La mode a considérablement évolué au cours du XXème siècle, continue en ce début de XXIème siècle et a encore de l’avenir, si l’on en croit les travaux de Joanna Berzowska, professeure et directrice du département de design et d’arts numériques de l’Université Concordia à Montréal (Canada). Elle conçoit en effet des tissus électroniques interactifs, afin que les vêtements, en plus d’être beaux, soient un jour « intelligents », l’un n’excluant pas l’autre.
Cette chercheuse a en effet mis au point des tissus électroniques interactifs qui captent directement l’énergie du corps humain, l’emmagasinent et l’utilisent pour transformer leurs propriétés visuelles, entre autres : « les vêtements animés confectionnés dans ces tissus changeraient de couleur et de forme au gré des mouvements. » Il s’agit donc vraiment de confectionner un jour des habits électroniques capables d’interagir avec leurs porteurs et de leur répondre, « la prochaine grande avancée en conception de textiles. »
Pour ce faire les fonctions électroniques et informatiques sont incorporées directement au sein même des fibres : les composantes électroniques ne sont pas simplement fixées au textile, mais « plutôt tissées dans les nouvelles fibres composites. » Celles-ci se composent de multiples couches de polymères qui, une fois étirées et réduites à un petit diamètre, commencent à interagir entre elles. Produit en collaboration avec Maksim Skorobogatiy de l’École Polytechnique de Montréal, ce tissu représente une percée importante dans la fabrication de « tissus intelligents ».
La chercheuse n’en est pas encore à fabriquer des vêtements à partir de ces nouvelles fibres composites, mais a travaillé avec des stylistes pour créer des prototypes conceptuels, permettant d’imaginer ce que pourra un jour être une robe qui changerait de forme et de couleur toute seule, ou une chemise qui capterait l’énergie pour recharger un téléphone.
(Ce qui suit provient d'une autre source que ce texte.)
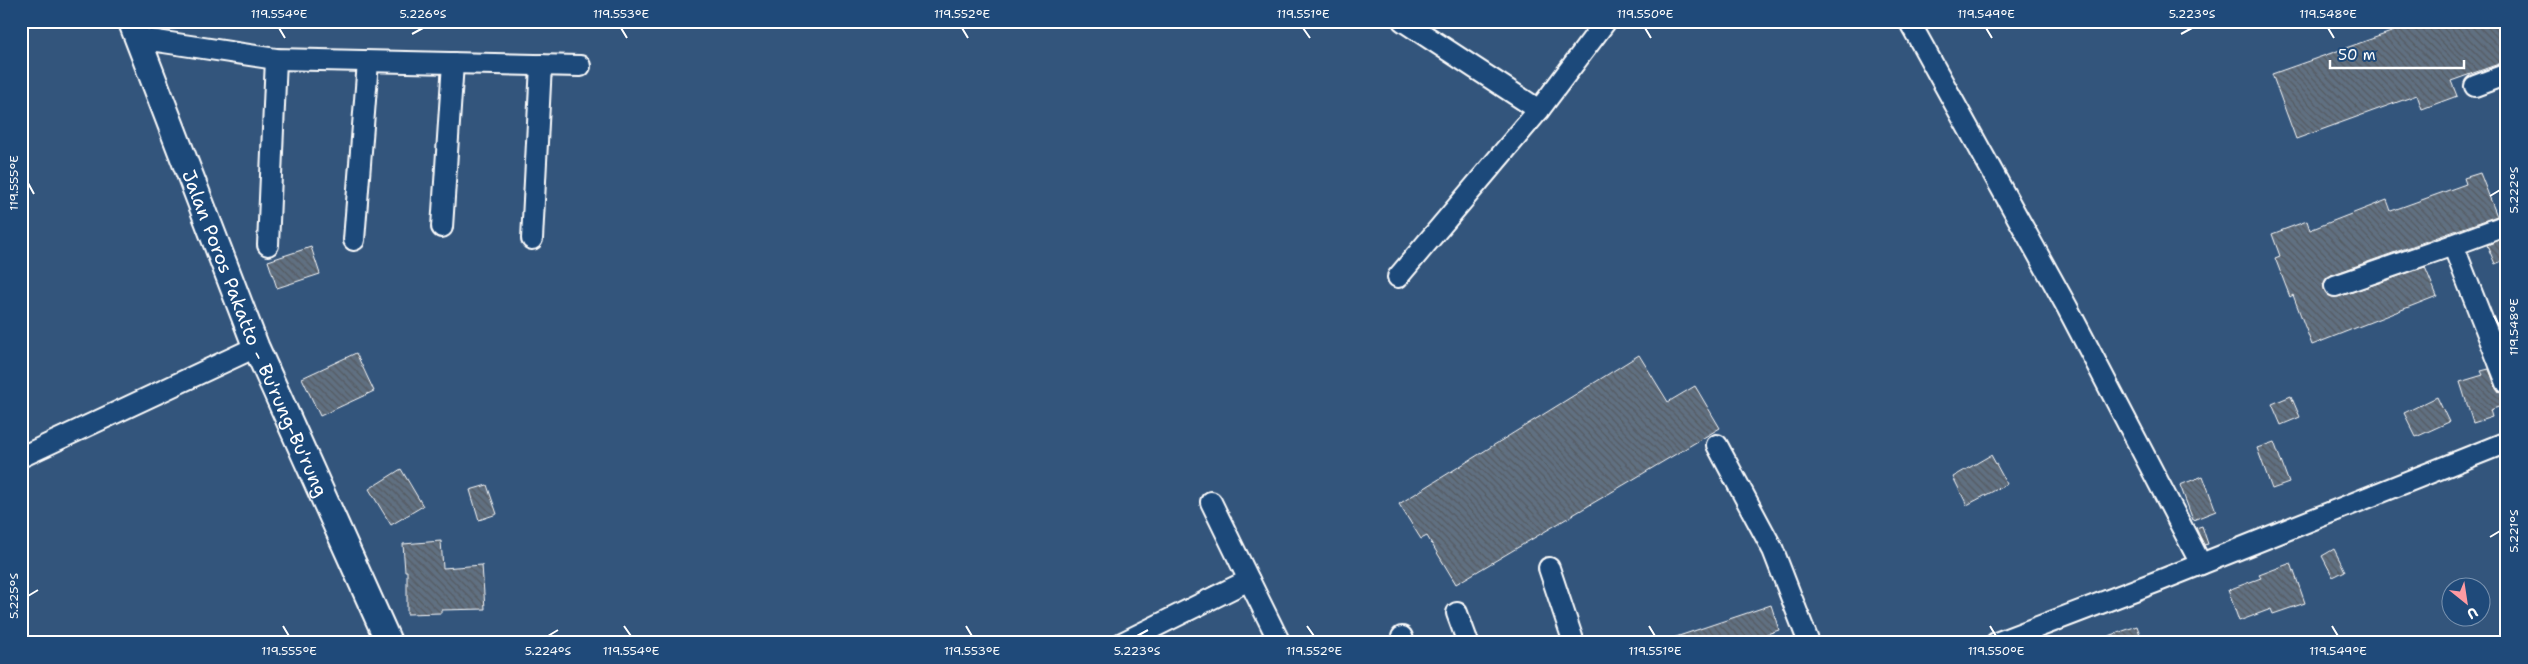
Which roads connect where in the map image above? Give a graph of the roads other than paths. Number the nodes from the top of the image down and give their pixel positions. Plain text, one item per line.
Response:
1 (1403, 21) edge
2 (1606, 21) edge
3 (1909, 21) edge
4 (134, 30) edge
5 (276, 59) junction
6 (368, 62) junction
7 (453, 63) junction
8 (541, 65) junction
9 (580, 66) dead end
10 (2507, 74) edge
11 (2475, 86) dead end
12 (1539, 110) junction
13 (2507, 225) edge
14 (442, 228) dead end
15 (532, 239) dead end
16 (354, 240) dead end
17 (268, 244) dead end
18 (2453, 245) junction
19 (1398, 277) dead end
20 (2335, 286) dead end
21 (256, 347) junction
22 (2507, 383) edge
23 (2507, 442) edge
24 (1717, 445) dead end
25 (21, 457) edge
26 (1211, 502) dead end
27 (2201, 564) junction
28 (1549, 568) dead end
29 (1249, 580) junction
30 (1457, 613) dead end
31 (1280, 641) dead end
32 (389, 643) edge
33 (1122, 643) edge
34 (1468, 643) edge
35 (1574, 643) edge
36 (1809, 643) edge
37 (1996, 643) edge

1 - 12 street
2 - 12 street
3 - 27 street
4 - 5 street
4 - 21 main road, Jalan Poros Pakatto - Bu'rung-Bu'rung
5 - 6 street
5 - 17 street
6 - 7 street
6 - 16 street
7 - 8 street
7 - 14 street
8 - 9 street
8 - 15 street
10 - 11 street
12 - 19 street
13 - 18 street
18 - 20 street
18 - 22 street
21 - 25 street
21 - 32 main road, Jalan Poros Pakatto - Bu'rung-Bu'rung
23 - 27 street
24 - 36 street
26 - 29 street
27 - 37 street
28 - 35 street
29 - 31 street
29 - 33 street
30 - 34 street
Ainsi, précise Joanna Berzowska :
Nous ne verrons pas ce type de vêtements dans les magasins dans les 20 ou 30 prochaines années, mais la technologie ouvre de fascinantes possibilités sur les plans pratiques et créatifs. Notre but est de créer des vêtements pouvant se transformer de façon complexe et surprenante – rien à voir avec les vestes réversibles ou les chemises qui changent de couleur sous l’effet de la chaleur ! Voilà pourquoi le projet s’intitule Karma Chameleon.
Cette recherche soulève, selon le communiqué de l’Université Concordia, des questions sur la place de l’individu vis à vis de la mode et des ordinateurs : « Que signifierait porter un vêtement qui a son« propre cerveau » et ne peut être sciemment contrôlé ? Souhaitons-nous vraiment ce genre d’interaction intime avec les ordinateurs ? » En tout cas, le projet Karma Chameleon a bénéficié pendant quatre ans de subventions qui avaient pour but de soutenir la recherche scientifique et universitaire dans des disciplines artistiques. Des fonds utilisés de manière fructueuse puisqu’ils ont permis diverses réalisations en fibres composites.